SCOTUS Opinion on Warrantless Home Entry in Lange v. California Has Big Implications for Americans’ Digital Security
In February, PPSA reported that several Supreme Court Justices had, at oral argument in Lange v. California, expressed skepticism on the question of whether the Fourth Amendment always allows the police to enter the home of a fleeing misdemeanant, someone suspected of a minor crime less than a felony. We predicted that the Court would reverse a lower-court decision holding otherwise.
The facts here were straightforward. An officer followed Arthur Lange after noticing him playing loud music and honking his horn. Seconds after the officer turned on his lights, Lange pulled into his garage, failing to notice the police car behind him. As the garage door closed, the officer put his foot under the closing garage door sensor to force the door open again. Once inside, he conducted a sobriety test, which showed that Lange was intoxicated. Lange then moved to suppress the evidence of that test because it was obtained after the officer entered his garage without a warrant. He lost in both lower courts, and the California Court of Appeal held that such entries are always permissible under the Fourth Amendment.
In the recent Supreme Court opinion, PPSA’s prediction proved correct. The Court declined to hold that the police have a categorical right to enter the home of a fleeing misdemeanant without a warrant.
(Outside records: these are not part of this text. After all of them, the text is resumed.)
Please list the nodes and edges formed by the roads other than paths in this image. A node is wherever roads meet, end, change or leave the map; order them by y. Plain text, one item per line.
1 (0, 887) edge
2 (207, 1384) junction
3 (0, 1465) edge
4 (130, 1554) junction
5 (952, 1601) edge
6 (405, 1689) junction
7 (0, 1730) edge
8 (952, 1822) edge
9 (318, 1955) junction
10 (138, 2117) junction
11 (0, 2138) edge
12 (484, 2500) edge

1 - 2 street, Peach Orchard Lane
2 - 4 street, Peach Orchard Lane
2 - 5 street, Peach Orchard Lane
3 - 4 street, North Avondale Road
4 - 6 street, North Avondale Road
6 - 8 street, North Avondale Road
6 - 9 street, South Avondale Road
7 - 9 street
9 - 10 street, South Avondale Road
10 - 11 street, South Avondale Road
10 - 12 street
Instead, citing well-established precedent, the Court held that “when the officer has time to get a warrant, he must do so – even though the misdemeanant fled.” In so holding, the Court recognized that some exigencies, such as the need to “prevent imminent harms of violence, destruction of evidence, or escape from the home,” might still justify a warrantless home entry. But because the lower court had applied a categorical rule – and therefore failed to address whether there were any exigencies here – the Supreme Court remanded the case for the lower court’s consideration under the proper standard.
The Court’s opinion cited many of the same common-law precedents that PPSA did in its amicus brief. But as our brief emphasized, this case is more important because of what it says about privacy in this digital age.
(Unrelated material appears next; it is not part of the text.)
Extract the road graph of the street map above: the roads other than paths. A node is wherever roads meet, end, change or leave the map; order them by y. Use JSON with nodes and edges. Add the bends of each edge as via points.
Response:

While the protections for electronic devices and communications remain under development, it is unlikely that courts would give such information sources more protection than the home. Accordingly, if the Court were to create a categorical misdemeanor exigency rule applicable to home entry, that rule would inexorably be extended to warrantless entry into electronic sources of information, posing an even more pernicious and extensive threat to privacy and its Fourth Amendment protections.
For example, today’s smartphones and other devices contain information detailing every aspect of a person’s life—messages to family, identifying documents, intimate pictures, personal journals, health information, financial data, and more are likely to be found on a device that the government has the technical ability to search remotely.
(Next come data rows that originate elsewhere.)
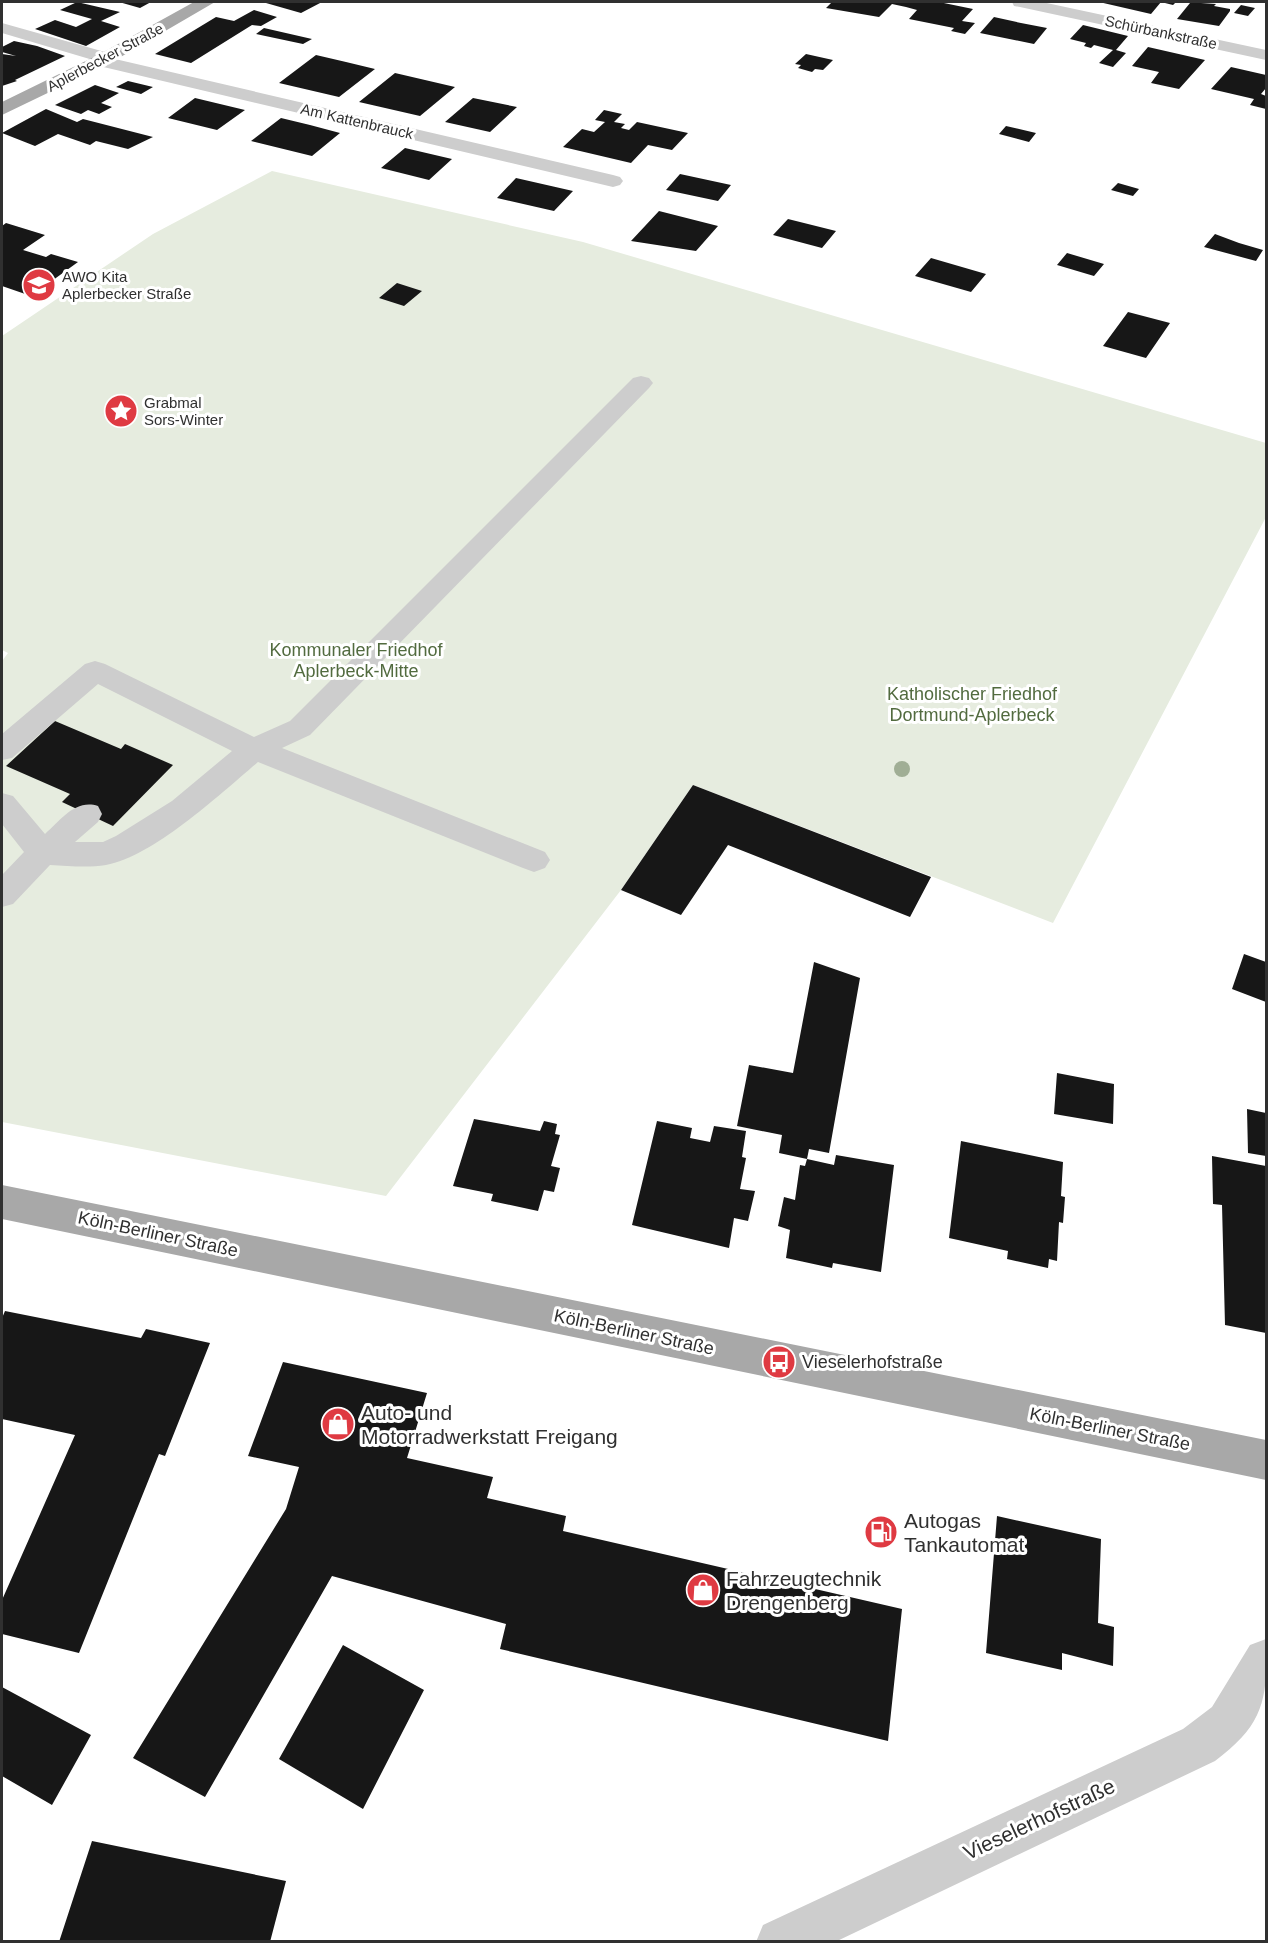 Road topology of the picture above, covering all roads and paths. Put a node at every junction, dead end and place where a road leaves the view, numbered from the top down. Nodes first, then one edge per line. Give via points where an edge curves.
1 (206, 2) edge
2 (1020, 2) edge
3 (2, 28) edge
4 (1266, 55) edge
5 (104, 59) junction
6 (2, 109) edge
7 (613, 181) dead end
8 (640, 383) dead end
9 (254, 749) junction
10 (2, 750) edge
11 (2, 804) edge
12 (87, 814) dead end
13 (42, 853) junction
14 (534, 860) dead end
15 (2, 895) edge
16 (2, 1202) edge
17 (1266, 1460) edge
18 (1266, 1661) edge
19 (780, 1941) edge

1 - 5 main road, Aplerbecker Straße
2 - 4 street, Schürbankstraße
3 - 5 street, Am Kattenbrauck
5 - 6 main road, Aplerbecker Straße
5 - 7 street, Am Kattenbrauck
8 - 9 street via 300,729
9 - 10 street via 95,671
9 - 13 street via 183,809 128,844 90,855
9 - 14 street
11 - 13 street
12 - 13 street
13 - 15 street
16 - 17 main road, Köln-Berliner Straße
18 - 19 street, Vieselerhofstraße via 1228,1723 1199,1745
By making this decision, the Supreme Court not only refined the restrictions on entering garages. The Court also declined to create a new categorical rule that would always allow the police to enter a fleeing misdemeanant’s home. Because homes have always had more Fourth Amendment protections than any other space, such a precedent would have opened a door to warrantless digital snooping into our private lives. We are grateful the Court declined to create such a dangerous precedent.